15. No Right of Employment. Neither the granting of this SAR, the exercise of
any part hereof, nor any provision of the Long-Term Incentive Plan or this Award
shall constitute or be evidence of any understanding, express or implied, on the
part of the Company or any Subsidiary to employ the Participant for any
specified period.

16. Amendment. This Award may be amended only by a writing executed by the
Company and the Participant which specifically states that it is amending this
Award.
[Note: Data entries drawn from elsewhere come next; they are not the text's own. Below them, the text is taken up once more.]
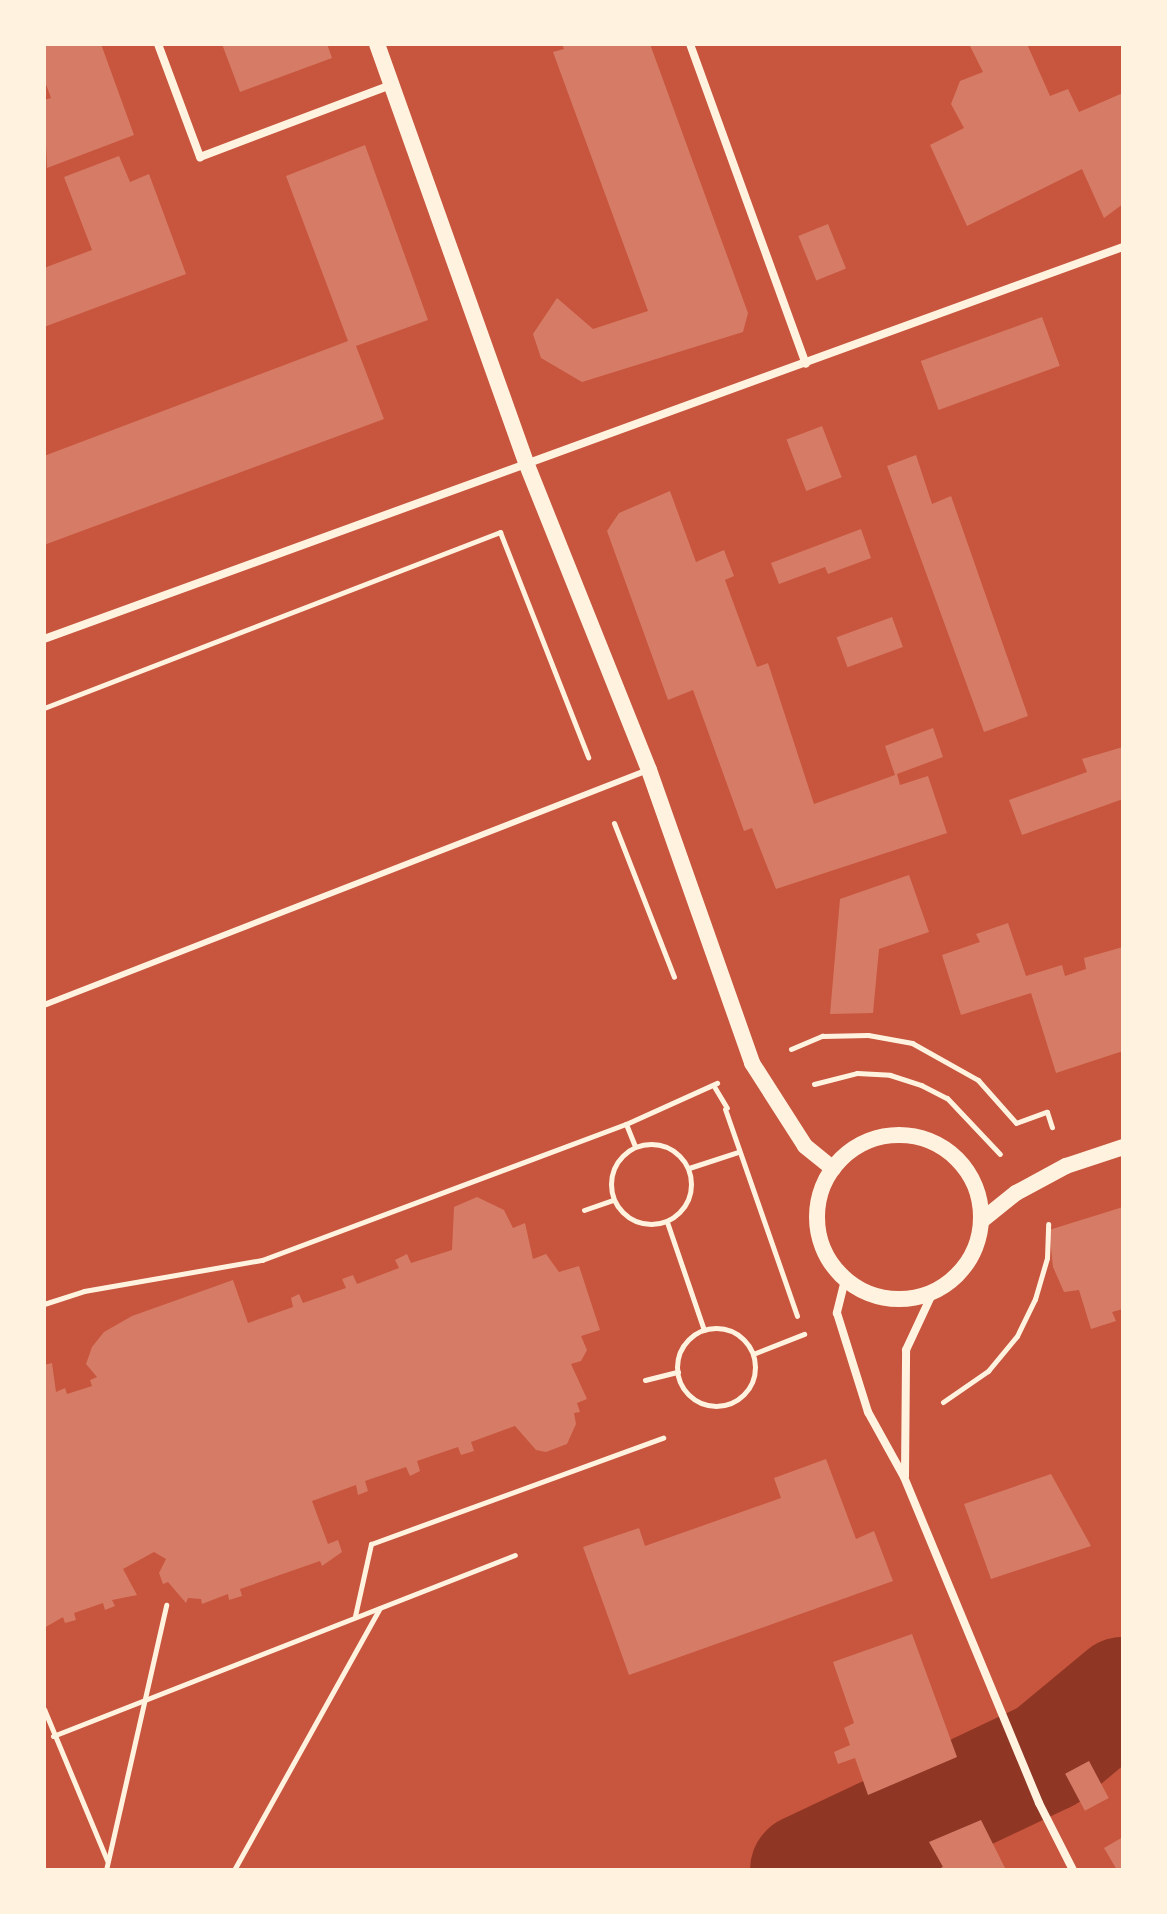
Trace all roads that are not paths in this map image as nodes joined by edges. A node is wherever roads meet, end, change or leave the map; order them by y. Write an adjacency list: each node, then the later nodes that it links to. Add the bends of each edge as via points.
1 (158, 44): 4 (street, via 200,157)
2 (377, 44): 4 (main road)
3 (690, 44): 6 (street)
4 (391, 85): 7 (main road)
5 (1123, 247): 6 (street)
6 (806, 364): 7 (street)
7 (527, 465): 8 (street); 9 (main road)
8 (44, 639)
9 (649, 770): 10 (lane); 12 (main road, via 752,1063 805,1146)
10 (44, 1005)
11 (1123, 1147): 13 (main road, via 1066,1166 1016,1193)
12 (833, 1169): 13 (main road, via 861,1143 888,1135 917,1136 943,1147 964,1167 977,1192); 14 (main road, via 816,1212 820,1240)
13 (981, 1221): 15 (main road, via 968,1263)
14 (845, 1280): 15 (main road, via 888,1298); 16 (street, via 837,1313 853,1370 868,1412)
15 (933, 1292): 16 (street, via 906,1350 902,1398 909,1434)
16 (904, 1477): 17 (street, via 1039,1803)
17 (1073, 1870)

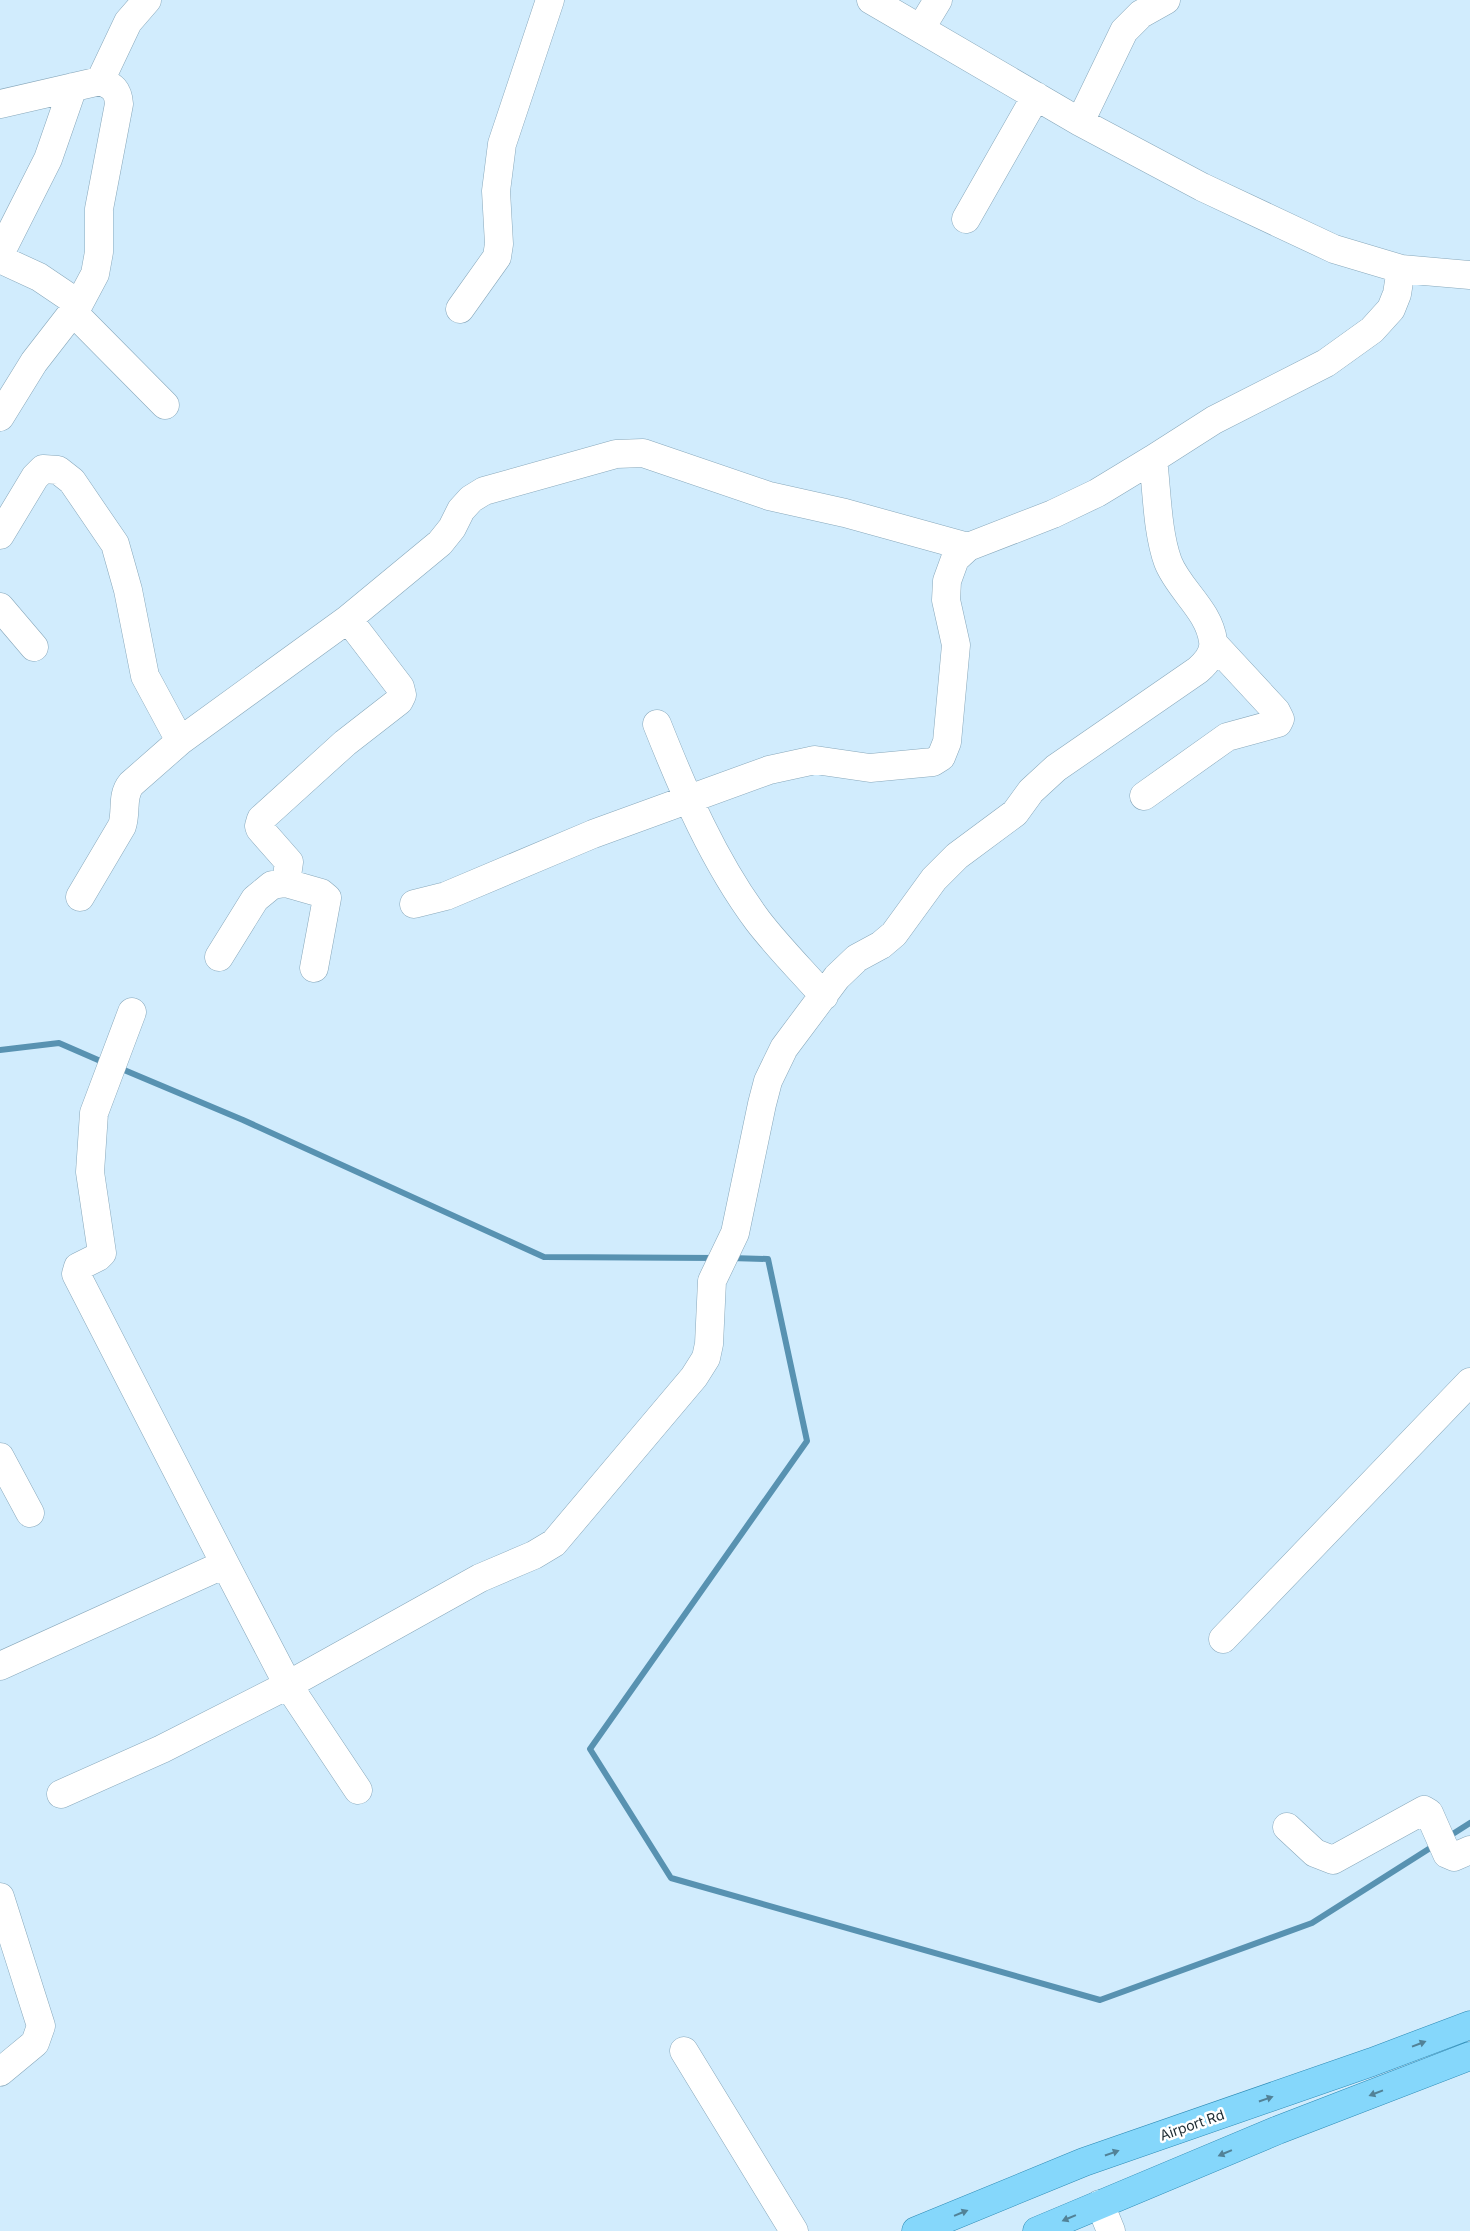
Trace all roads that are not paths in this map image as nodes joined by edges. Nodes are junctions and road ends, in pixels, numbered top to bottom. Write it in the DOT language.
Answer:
graph roads {
  1 [pos="146,0"];
  2 [pos="550,0"];
  3 [pos="871,0"];
  4 [pos="938,0"];
  5 [pos="1166,0"];
  6 [pos="921,28"];
  7 [pos="100,81"];
  8 [pos="73,87"];
  9 [pos="1036,96"];
  10 [pos="0,104"];
  11 [pos="1080,122"];
  12 [pos="966,219"];
  13 [pos="0,254"];
  14 [pos="0,259"];
  15 [pos="1401,269"];
  16 [pos="1470,275"];
  17 [pos="76,308"];
  18 [pos="460,309"];
  19 [pos="165,405"];
  20 [pos="0,417"];
  21 [pos="1153,459"];
  22 [pos="0,535"];
  23 [pos="968,547"];
  24 [pos="0,607"];
  25 [pos="348,619"];
  26 [pos="1214,644"];
  27 [pos="34,647"];
  28 [pos="657,724"];
  29 [pos="180,741"];
  30 [pos="1144,796"];
  31 [pos="688,800"];
  32 [pos="286,883"];
  33 [pos="80,897"];
  34 [pos="414,904"];
  35 [pos="219,957"];
  36 [pos="314,968"];
  37 [pos="824,996"];
  38 [pos="132,1012"];
  39 [pos="1470,1382"];
  40 [pos="0,1457"];
  41 [pos="30,1513"];
  42 [pos="225,1564"];
  43 [pos="1223,1639"];
  44 [pos="0,1666"];
  45 [pos="288,1685"];
  46 [pos="358,1790"];
  47 [pos="61,1794"];
  48 [pos="1288,1827"];
  49 [pos="1457,1850"];
  50 [pos="0,1896"];
  51 [pos="1470,2025"];
  52 [pos="684,2051"];
  53 [pos="1470,2056"];
  54 [pos="0,2072"];
  55 [pos="1100,2204"];
  56 [pos="794,2231"];
  57 [pos="916,2231"];
  58 [pos="1037,2231"];
  59 [pos="1111,2231"];
  1 -- 7 [label="street"];
  2 -- 18 [label="street"];
  3 -- 6 [label="street"];
  4 -- 6 [label="street"];
  5 -- 11 [label="street"];
  6 -- 9 [label="street"];
  7 -- 8 [label="street"];
  7 -- 17 [label="street"];
  8 -- 10 [label="street"];
  8 -- 13 [label="street"];
  9 -- 11 [label="street"];
  9 -- 12 [label="street"];
  11 -- 15 [label="street"];
  14 -- 17 [label="street"];
  15 -- 16 [label="street"];
  15 -- 21 [label="street"];
  17 -- 19 [label="street"];
  17 -- 20 [label="street"];
  21 -- 23 [label="street"];
  21 -- 26 [label="street"];
  22 -- 29 [label="street"];
  23 -- 25 [label="street"];
  23 -- 31 [label="street"];
  24 -- 27 [label="street"];
  25 -- 29 [label="street"];
  25 -- 32 [label="street"];
  26 -- 30 [label="street"];
  26 -- 37 [label="street"];
  28 -- 31 [label="street"];
  29 -- 33 [label="street"];
  31 -- 34 [label="street"];
  31 -- 37 [label="street"];
  32 -- 35 [label="street"];
  32 -- 36 [label="street"];
  37 -- 45 [label="street"];
  38 -- 42 [label="street"];
  39 -- 43 [label="street"];
  40 -- 41 [label="street"];
  42 -- 44 [label="street"];
  42 -- 45 [label="street"];
  45 -- 46 [label="street"];
  45 -- 47 [label="street"];
  48 -- 49 [label="street"];
  50 -- 54 [label="street"];
  57 -- 51 [label="main road, Airport Rd, one-way"];
  52 -- 56 [label="street"];
  53 -- 55 [label="main road, one-way"];
  55 -- 58 [label="main road, one-way"];
  55 -- 59 [label="street"];
}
Notwithstanding the foregoing, this Award may be amended solely by the
Committee by a writing which specifically states that it is amending this Award,
so long as a copy of such amendment is delivered to the Participant, and
provided that no such amendment adversely affecting the rights of the
Participant hereunder may be made without the Participant’s written consent.
Without limiting the foregoing, the Committee reserves the right to change, by
written notice to the Participant, the provisions of the SARs or this Award in
any way it may deem necessary or advisable to carry out the purpose of the grant
as a result of any change in applicable laws or regulations or any future law,
regulation, ruling, or judicial decision, provided that any such change shall be
applicable only to SARs which have not been exercised as provided herein.

17. Precondition of Legality. Notwithstanding anything to the contrary contained
herein, the Participant agrees that he will not exercise the SARs granted
pursuant hereto, and that the Company will not be obligated to issue any shares
pursuant to this Award, if the exercise of the SARs or the issuance of such
shares would constitute a violation by the Participant or by the Company of any
provision of any law or regulation of any governmental authority or any national
securities exchange or transaction quotation system.

18. Governing Law. This Award grant and the provisions of this Agreement are
governed by, and subject to, the laws of the State of Delaware, as provided in
the Long-Term Incentive Plan.

19. Incorporation of the Long-Term Incentive Plan. This Award is subject to the
Long-Term Incentive Plan, a copy of which has been furnished to the Participant
and for which the Participant acknowledges receipt. The terms and provisions of
the Long-Term Incentive Plan are incorporated by reference herein. In the event
of a conflict between any term or provision contained herein and a term or
provision of the Long-Term Incentive Plan, the applicable terms and provisions
of the Long-Term Incentive Plan shall govern and prevail.

20. Severability. If one or more of the provisions of this Award shall be held
invalid, illegal or unenforceable in any respect, the validity, legality and
enforceability of the remaining provisions shall not in any way be affected or
impaired thereby and the invalid, illegal or unenforceable provisions shall be
deemed null and void; however, to the extent permissible by law, any provisions
which could be deemed null and void shall first be construed, interpreted or
revised retroactively to permit this Award to be construed so as to first the
intent of this Award and the Long-Term Incentive Plan.

21. Construction. The SAR is being issued pursuant to Section 7 of the Long-Term
Incentive Plan and are subject to the terms of the Long-Term Incentive Plan. A
copy of the Long-Term Incentive Plan has been given to the Participant, and
additional copies of the Long-Term Incentive Plan are available upon request
during normal business hours at the principal executive offices of the Company.
To the extent that any provision of this Award violates or is inconsistent with
an express provision of the Long-Term Incentive Plan, the Long-Term Incentive
Plan provision shall govern and any inconsistent provision in this Award shall
be of no force or effect.

Enclosure: 2004 Long-Term Incentive Plan of Fossil, Inc.